[Saved data entries]
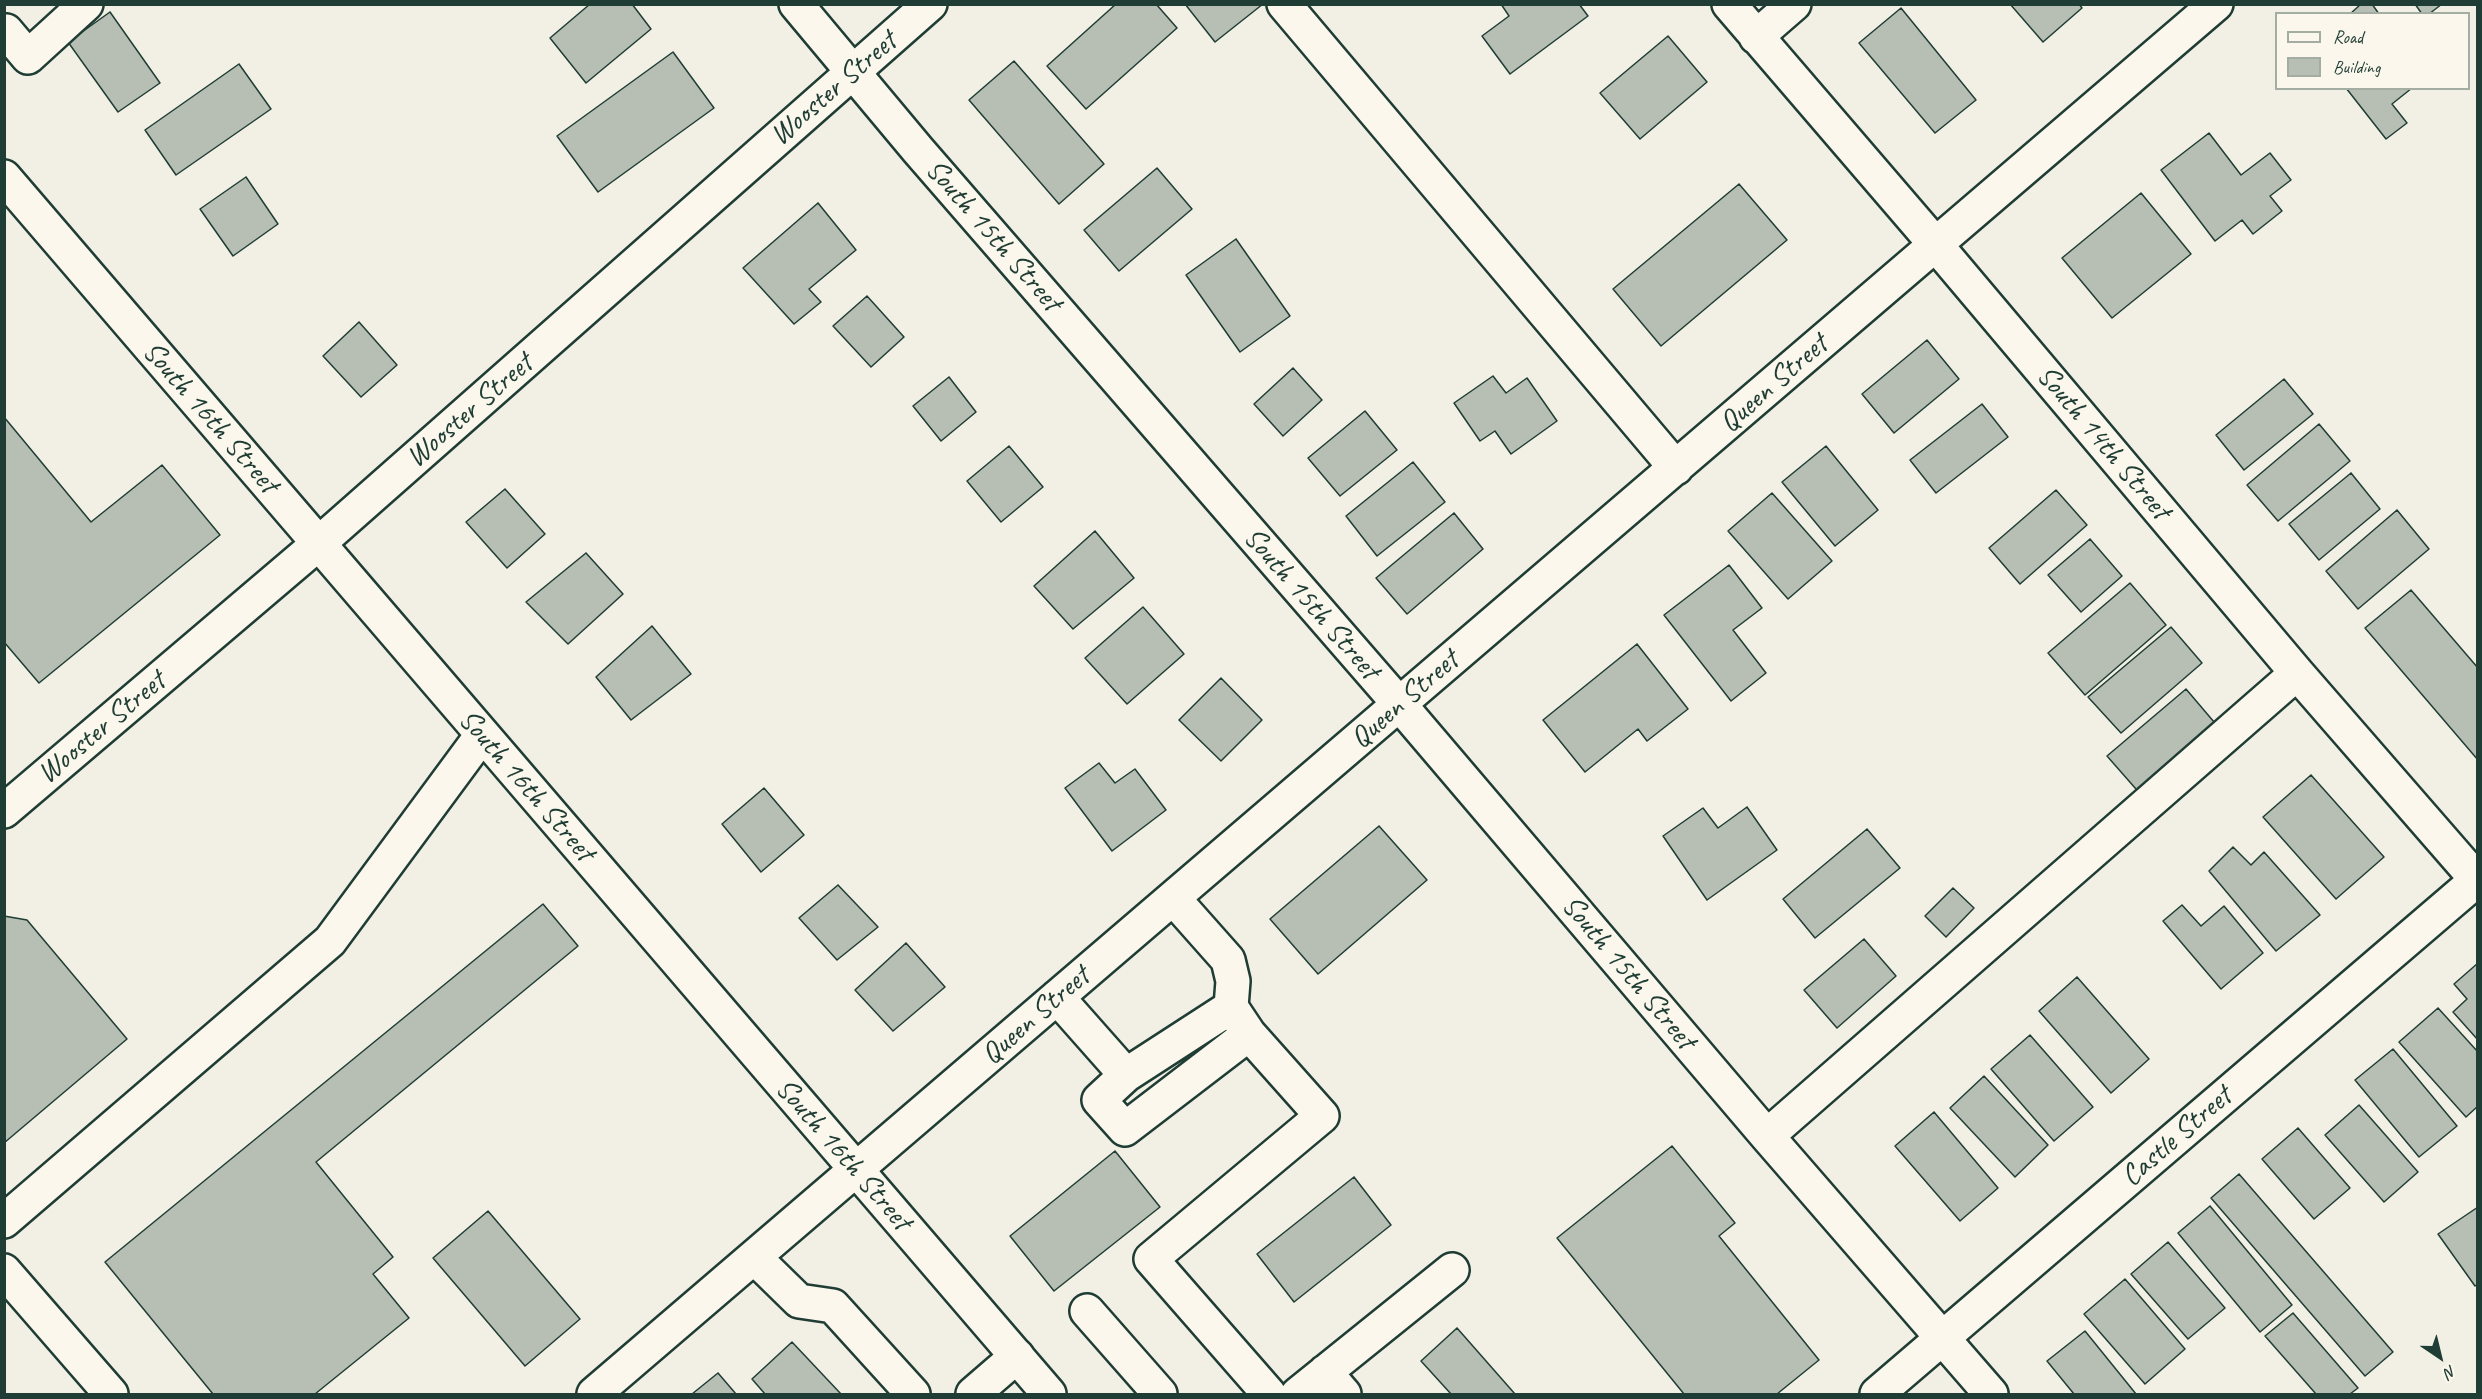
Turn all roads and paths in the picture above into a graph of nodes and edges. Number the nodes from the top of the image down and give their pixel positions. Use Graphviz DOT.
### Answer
graph roads {
  1 [pos="86,4"];
  2 [pos="796,4"];
  3 [pos="930,4"];
  4 [pos="1284,4"];
  5 [pos="1729,4"];
  6 [pos="1794,4"];
  7 [pos="2216,4"];
  8 [pos="5,31"];
  9 [pos="1756,36"];
  10 [pos="854,72"];
  11 [pos="4,177"];
  12 [pos="1936,245"];
  13 [pos="1676,468"];
  14 [pos="318,544"];
  15 [pos="2297,673"];
  16 [pos="1400,705"];
  17 [pos="482,735"];
  18 [pos="4,811"];
  19 [pos="2477,880"];
  20 [pos="1173,898"];
  21 [pos="1058,997"];
  22 [pos="1231,1007"];
  23 [pos="1249,1034"];
  24 [pos="1126,1075"];
  25 [pos="1767,1137"];
  26 [pos="856,1170"];
  27 [pos="4,1221"];
  28 [pos="754,1257"];
  29 [pos="1452,1270"];
  30 [pos="4,1271"];
  31 [pos="1087,1311"];
  32 [pos="1943,1338"];
  33 [pos="1017,1356"];
  34 [pos="1334,1384"];
  35 [pos="111,1395"];
  36 [pos="594,1395"];
  37 [pos="913,1395"];
  38 [pos="973,1395"];
  39 [pos="1049,1395"];
  40 [pos="1160,1395"];
  41 [pos="1269,1395"];
  42 [pos="1298,1395"];
  43 [pos="1877,1395"];
  44 [pos="1991,1395"];
  1 -- 8 [label="street"];
  2 -- 10 [label="street, South 15th Street"];
  3 -- 10 [label="street, Wooster Street"];
  4 -- 13 [label="street"];
  5 -- 9 [label="street, South 14th Street"];
  6 -- 9 [label="street"];
  7 -- 12 [label="street, Queen Street"];
  9 -- 12 [label="street, South 14th Street"];
  10 -- 14 [label="street, Wooster Street"];
  10 -- 16 [label="street, South 15th Street"];
  11 -- 14 [label="street, South 16th Street"];
  12 -- 13 [label="street, Queen Street"];
  12 -- 15 [label="street, South 14th Street"];
  13 -- 16 [label="street, Queen Street"];
  14 -- 17 [label="street, South 16th Street"];
  14 -- 18 [label="street, Wooster Street"];
  15 -- 19 [label="street, South 14th Street"];
  15 -- 25 [label="street"];
  16 -- 20 [label="street, Queen Street"];
  16 -- 25 [label="street, South 15th Street"];
  17 -- 26 [label="street, South 16th Street"];
  17 -- 27 [label="street"];
  19 -- 32 [label="street, Castle Street"];
  20 -- 21 [label="street, Queen Street"];
  20 -- 22 [label="street"];
  21 -- 24 [label="street"];
  21 -- 26 [label="street, Queen Street"];
  22 -- 23 [label="street"];
  22 -- 24 [label="street"];
  23 -- 24 [label="street"];
  23 -- 41 [label="street"];
  25 -- 32 [label="street, South 15th Street"];
  26 -- 28 [label="street, Queen Street"];
  26 -- 33 [label="street, South 16th Street"];
  28 -- 36 [label="street, Queen Street"];
  28 -- 37 [label="street"];
  29 -- 34 [label="street"];
  30 -- 35 [label="street"];
  31 -- 40 [label="street"];
  32 -- 43 [label="street, Castle Street"];
  32 -- 44 [label="street, South 15th Street"];
  33 -- 38 [label="street"];
  33 -- 39 [label="street, South 16th Street"];
  34 -- 42 [label="street"];
}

Your goal: Give the data again word for word, without pictures.

Problem solution:
Turn all roads and paths in the picture above into a graph of nodes and edges. Number the nodes from the top of the image down and give their pixel positions. Use Graphviz DOT.
### Answer
graph roads {
  1 [pos="86,4"];
  2 [pos="796,4"];
  3 [pos="930,4"];
  4 [pos="1284,4"];
  5 [pos="1729,4"];
  6 [pos="1794,4"];
  7 [pos="2216,4"];
  8 [pos="5,31"];
  9 [pos="1756,36"];
  10 [pos="854,72"];
  11 [pos="4,177"];
  12 [pos="1936,245"];
  13 [pos="1676,468"];
  14 [pos="318,544"];
  15 [pos="2297,673"];
  16 [pos="1400,705"];
  17 [pos="482,735"];
  18 [pos="4,811"];
  19 [pos="2477,880"];
  20 [pos="1173,898"];
  21 [pos="1058,997"];
  22 [pos="1231,1007"];
  23 [pos="1249,1034"];
  24 [pos="1126,1075"];
  25 [pos="1767,1137"];
  26 [pos="856,1170"];
  27 [pos="4,1221"];
  28 [pos="754,1257"];
  29 [pos="1452,1270"];
  30 [pos="4,1271"];
  31 [pos="1087,1311"];
  32 [pos="1943,1338"];
  33 [pos="1017,1356"];
  34 [pos="1334,1384"];
  35 [pos="111,1395"];
  36 [pos="594,1395"];
  37 [pos="913,1395"];
  38 [pos="973,1395"];
  39 [pos="1049,1395"];
  40 [pos="1160,1395"];
  41 [pos="1269,1395"];
  42 [pos="1298,1395"];
  43 [pos="1877,1395"];
  44 [pos="1991,1395"];
  1 -- 8 [label="street"];
  2 -- 10 [label="street, South 15th Street"];
  3 -- 10 [label="street, Wooster Street"];
  4 -- 13 [label="street"];
  5 -- 9 [label="street, South 14th Street"];
  6 -- 9 [label="street"];
  7 -- 12 [label="street, Queen Street"];
  9 -- 12 [label="street, South 14th Street"];
  10 -- 14 [label="street, Wooster Street"];
  10 -- 16 [label="street, South 15th Street"];
  11 -- 14 [label="street, South 16th Street"];
  12 -- 13 [label="street, Queen Street"];
  12 -- 15 [label="street, South 14th Street"];
  13 -- 16 [label="street, Queen Street"];
  14 -- 17 [label="street, South 16th Street"];
  14 -- 18 [label="street, Wooster Street"];
  15 -- 19 [label="street, South 14th Street"];
  15 -- 25 [label="street"];
  16 -- 20 [label="street, Queen Street"];
  16 -- 25 [label="street, South 15th Street"];
  17 -- 26 [label="street, South 16th Street"];
  17 -- 27 [label="street"];
  19 -- 32 [label="street, Castle Street"];
  20 -- 21 [label="street, Queen Street"];
  20 -- 22 [label="street"];
  21 -- 24 [label="street"];
  21 -- 26 [label="street, Queen Street"];
  22 -- 23 [label="street"];
  22 -- 24 [label="street"];
  23 -- 24 [label="street"];
  23 -- 41 [label="street"];
  25 -- 32 [label="street, South 15th Street"];
  26 -- 28 [label="street, Queen Street"];
  26 -- 33 [label="street, South 16th Street"];
  28 -- 36 [label="street, Queen Street"];
  28 -- 37 [label="street"];
  29 -- 34 [label="street"];
  30 -- 35 [label="street"];
  31 -- 40 [label="street"];
  32 -- 43 [label="street, Castle Street"];
  32 -- 44 [label="street, South 15th Street"];
  33 -- 38 [label="street"];
  33 -- 39 [label="street, South 16th Street"];
  34 -- 42 [label="street"];
}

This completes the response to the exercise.